◆ **SUPPLIED MATERIAL**
--------------------------------
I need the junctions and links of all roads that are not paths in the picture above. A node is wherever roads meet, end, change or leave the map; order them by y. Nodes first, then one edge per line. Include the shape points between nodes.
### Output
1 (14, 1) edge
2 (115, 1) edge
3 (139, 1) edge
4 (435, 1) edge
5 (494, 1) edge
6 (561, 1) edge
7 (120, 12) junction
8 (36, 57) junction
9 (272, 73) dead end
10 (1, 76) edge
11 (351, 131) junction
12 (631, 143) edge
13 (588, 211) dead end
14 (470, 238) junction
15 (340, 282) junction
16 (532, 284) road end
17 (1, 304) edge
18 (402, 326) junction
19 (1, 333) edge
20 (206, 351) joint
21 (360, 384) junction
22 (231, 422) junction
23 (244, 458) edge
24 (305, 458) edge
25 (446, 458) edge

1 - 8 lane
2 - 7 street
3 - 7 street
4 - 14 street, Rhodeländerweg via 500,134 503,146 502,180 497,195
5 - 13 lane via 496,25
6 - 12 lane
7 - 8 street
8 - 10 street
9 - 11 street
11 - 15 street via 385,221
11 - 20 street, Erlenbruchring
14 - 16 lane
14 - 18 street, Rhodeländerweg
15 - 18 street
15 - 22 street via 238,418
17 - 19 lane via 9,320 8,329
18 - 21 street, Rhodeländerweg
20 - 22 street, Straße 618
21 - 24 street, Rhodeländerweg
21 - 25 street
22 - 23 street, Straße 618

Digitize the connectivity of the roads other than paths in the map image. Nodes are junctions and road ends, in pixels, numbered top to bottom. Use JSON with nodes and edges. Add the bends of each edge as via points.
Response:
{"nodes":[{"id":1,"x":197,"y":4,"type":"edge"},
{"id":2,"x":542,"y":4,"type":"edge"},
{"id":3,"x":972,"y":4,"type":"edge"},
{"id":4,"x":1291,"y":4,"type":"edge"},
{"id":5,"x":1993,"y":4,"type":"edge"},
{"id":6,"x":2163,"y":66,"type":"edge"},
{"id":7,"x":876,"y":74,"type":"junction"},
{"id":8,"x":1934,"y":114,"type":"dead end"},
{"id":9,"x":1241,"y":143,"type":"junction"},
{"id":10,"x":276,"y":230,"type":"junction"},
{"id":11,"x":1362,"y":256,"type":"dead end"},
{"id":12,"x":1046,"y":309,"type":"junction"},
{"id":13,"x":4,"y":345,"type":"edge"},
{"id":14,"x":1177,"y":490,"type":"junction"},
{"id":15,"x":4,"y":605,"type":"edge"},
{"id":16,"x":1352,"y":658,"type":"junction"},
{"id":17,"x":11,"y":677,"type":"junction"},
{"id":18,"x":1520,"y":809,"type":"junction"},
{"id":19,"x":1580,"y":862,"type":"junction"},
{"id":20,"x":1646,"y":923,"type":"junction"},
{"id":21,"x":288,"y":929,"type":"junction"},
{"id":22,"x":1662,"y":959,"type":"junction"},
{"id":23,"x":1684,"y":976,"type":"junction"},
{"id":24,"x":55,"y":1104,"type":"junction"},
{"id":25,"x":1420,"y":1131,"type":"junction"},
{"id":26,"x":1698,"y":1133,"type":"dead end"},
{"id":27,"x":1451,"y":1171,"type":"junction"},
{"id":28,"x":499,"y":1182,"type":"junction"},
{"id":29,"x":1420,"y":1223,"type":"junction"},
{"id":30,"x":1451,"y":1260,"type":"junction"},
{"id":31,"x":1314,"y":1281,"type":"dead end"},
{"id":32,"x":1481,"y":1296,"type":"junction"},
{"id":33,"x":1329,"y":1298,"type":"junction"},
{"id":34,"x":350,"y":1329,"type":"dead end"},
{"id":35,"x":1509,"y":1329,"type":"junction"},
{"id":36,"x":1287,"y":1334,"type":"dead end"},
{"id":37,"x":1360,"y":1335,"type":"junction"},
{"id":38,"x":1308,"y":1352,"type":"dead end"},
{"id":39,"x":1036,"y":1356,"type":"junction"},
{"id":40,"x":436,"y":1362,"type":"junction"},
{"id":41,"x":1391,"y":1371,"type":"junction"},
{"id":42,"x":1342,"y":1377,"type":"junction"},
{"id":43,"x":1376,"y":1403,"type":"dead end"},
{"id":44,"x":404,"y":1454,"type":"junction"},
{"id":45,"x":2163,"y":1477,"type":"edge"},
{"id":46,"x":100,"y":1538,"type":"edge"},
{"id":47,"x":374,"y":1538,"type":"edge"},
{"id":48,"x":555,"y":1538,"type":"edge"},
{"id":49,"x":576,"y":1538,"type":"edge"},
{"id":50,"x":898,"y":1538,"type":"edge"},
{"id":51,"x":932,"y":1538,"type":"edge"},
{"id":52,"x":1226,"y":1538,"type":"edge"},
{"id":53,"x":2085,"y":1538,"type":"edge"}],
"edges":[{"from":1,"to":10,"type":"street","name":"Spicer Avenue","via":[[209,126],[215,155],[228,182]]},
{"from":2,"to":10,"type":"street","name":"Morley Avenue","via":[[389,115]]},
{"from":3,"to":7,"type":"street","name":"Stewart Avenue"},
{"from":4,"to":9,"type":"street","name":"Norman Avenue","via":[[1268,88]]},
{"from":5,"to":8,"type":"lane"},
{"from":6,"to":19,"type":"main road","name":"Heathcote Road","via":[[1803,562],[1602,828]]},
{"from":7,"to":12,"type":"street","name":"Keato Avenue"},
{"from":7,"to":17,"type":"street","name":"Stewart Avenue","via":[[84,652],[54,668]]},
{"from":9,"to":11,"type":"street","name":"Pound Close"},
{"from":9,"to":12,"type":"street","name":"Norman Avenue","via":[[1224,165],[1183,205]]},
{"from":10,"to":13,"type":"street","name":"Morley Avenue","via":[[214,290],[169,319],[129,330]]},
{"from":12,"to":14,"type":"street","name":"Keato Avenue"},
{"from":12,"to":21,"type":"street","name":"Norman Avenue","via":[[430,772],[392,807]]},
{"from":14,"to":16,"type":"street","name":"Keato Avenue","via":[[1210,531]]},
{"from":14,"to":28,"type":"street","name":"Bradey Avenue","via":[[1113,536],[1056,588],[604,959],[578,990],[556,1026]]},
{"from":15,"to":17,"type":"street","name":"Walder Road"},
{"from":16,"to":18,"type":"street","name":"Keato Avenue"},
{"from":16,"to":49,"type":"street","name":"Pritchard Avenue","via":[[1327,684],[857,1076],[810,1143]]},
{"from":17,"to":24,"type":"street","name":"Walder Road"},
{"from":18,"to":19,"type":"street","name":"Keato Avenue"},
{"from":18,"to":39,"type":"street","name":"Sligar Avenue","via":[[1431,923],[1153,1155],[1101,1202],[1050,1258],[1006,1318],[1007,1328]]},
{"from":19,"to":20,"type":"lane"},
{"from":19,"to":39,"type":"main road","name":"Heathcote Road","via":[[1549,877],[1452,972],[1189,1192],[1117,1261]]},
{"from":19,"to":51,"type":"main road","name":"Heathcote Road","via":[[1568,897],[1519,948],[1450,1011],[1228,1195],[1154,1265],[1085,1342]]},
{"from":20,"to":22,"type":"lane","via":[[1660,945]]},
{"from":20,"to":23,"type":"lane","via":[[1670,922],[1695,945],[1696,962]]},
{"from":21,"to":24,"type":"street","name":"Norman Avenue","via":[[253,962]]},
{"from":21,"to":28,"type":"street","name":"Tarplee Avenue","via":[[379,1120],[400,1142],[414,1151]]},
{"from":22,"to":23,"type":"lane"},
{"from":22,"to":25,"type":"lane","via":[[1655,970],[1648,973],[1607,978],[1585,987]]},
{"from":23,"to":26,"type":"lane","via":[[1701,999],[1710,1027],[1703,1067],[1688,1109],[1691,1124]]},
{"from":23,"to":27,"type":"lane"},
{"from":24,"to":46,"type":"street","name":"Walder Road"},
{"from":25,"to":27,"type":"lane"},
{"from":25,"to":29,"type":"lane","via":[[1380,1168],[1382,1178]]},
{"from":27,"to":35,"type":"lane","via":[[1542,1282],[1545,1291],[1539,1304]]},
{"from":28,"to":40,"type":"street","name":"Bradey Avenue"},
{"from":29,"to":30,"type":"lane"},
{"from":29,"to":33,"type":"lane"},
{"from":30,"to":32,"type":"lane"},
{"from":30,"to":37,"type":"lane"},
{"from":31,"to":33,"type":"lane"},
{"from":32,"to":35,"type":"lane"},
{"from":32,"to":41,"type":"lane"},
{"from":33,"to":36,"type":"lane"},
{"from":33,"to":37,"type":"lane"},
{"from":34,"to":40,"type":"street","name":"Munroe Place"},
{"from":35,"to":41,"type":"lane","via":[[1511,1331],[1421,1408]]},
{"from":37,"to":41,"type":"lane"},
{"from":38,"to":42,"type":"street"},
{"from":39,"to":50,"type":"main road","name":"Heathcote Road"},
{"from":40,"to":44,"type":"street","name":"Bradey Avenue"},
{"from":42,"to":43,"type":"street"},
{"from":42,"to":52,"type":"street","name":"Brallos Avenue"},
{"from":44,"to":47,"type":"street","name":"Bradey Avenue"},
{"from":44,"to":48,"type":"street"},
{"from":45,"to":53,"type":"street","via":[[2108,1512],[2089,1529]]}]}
--------------------------------
◆ **EXERCISE GOAL**
Retrieve each line of the data in which the word "main" can be found.

◆ **RESULT OF THE EXERCISE**
{"from":6,"to":19,"type":"main road","name":"Heathcote Road","via":[[1803,562],[1602,828]]},
{"from":19,"to":39,"type":"main road","name":"Heathcote Road","via":[[1549,877],[1452,972],[1189,1192],[1117,1261]]},
{"from":19,"to":51,"type":"main road","name":"Heathcote Road","via":[[1568,897],[1519,948],[1450,1011],[1228,1195],[1154,1265],[1085,1342]]},
{"from":39,"to":50,"type":"main road","name":"Heathcote Road"},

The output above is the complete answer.